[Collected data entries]
★ ★ ★ ★
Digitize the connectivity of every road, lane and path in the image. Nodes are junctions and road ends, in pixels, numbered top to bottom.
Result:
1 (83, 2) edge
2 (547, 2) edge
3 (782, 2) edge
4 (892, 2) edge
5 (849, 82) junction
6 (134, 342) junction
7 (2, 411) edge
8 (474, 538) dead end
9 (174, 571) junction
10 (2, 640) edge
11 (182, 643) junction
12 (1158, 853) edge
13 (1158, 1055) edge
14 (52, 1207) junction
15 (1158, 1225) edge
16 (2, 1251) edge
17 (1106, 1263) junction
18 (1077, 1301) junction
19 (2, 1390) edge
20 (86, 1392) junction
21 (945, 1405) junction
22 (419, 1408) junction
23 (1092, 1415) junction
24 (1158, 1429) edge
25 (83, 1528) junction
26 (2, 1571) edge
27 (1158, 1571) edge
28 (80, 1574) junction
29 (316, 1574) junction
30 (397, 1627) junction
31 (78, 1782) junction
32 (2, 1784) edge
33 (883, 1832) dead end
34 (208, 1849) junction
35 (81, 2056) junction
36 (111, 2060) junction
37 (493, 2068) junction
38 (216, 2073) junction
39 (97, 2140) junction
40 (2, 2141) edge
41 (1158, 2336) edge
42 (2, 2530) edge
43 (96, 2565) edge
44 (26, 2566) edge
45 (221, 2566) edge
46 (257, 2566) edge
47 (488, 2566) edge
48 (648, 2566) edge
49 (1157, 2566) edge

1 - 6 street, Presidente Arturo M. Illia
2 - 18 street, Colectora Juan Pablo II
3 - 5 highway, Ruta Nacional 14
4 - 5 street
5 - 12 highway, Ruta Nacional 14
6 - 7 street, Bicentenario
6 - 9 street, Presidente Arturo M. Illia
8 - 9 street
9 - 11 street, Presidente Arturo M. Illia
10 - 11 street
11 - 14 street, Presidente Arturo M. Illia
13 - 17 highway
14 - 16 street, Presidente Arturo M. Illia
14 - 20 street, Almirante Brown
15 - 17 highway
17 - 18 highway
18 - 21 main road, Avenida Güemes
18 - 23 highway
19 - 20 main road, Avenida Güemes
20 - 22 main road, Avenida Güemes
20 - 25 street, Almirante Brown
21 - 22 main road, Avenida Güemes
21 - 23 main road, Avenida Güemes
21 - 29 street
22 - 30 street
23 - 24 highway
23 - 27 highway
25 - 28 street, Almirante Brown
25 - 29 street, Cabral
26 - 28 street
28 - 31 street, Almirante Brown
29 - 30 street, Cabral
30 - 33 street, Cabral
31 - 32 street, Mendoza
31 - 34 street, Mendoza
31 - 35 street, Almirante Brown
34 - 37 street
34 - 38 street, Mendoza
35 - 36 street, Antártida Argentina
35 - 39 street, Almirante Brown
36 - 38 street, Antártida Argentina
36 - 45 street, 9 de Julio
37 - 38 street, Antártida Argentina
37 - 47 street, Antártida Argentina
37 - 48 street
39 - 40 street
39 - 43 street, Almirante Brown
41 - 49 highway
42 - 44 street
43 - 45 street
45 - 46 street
★ ★ ★ ★
§ Task prompt
Look through the records for the word "Illia". Every line that has it should be copied.

§ Response
1 - 6 street, Presidente Arturo M. Illia
6 - 9 street, Presidente Arturo M. Illia
9 - 11 street, Presidente Arturo M. Illia
11 - 14 street, Presidente Arturo M. Illia
14 - 16 street, Presidente Arturo M. Illia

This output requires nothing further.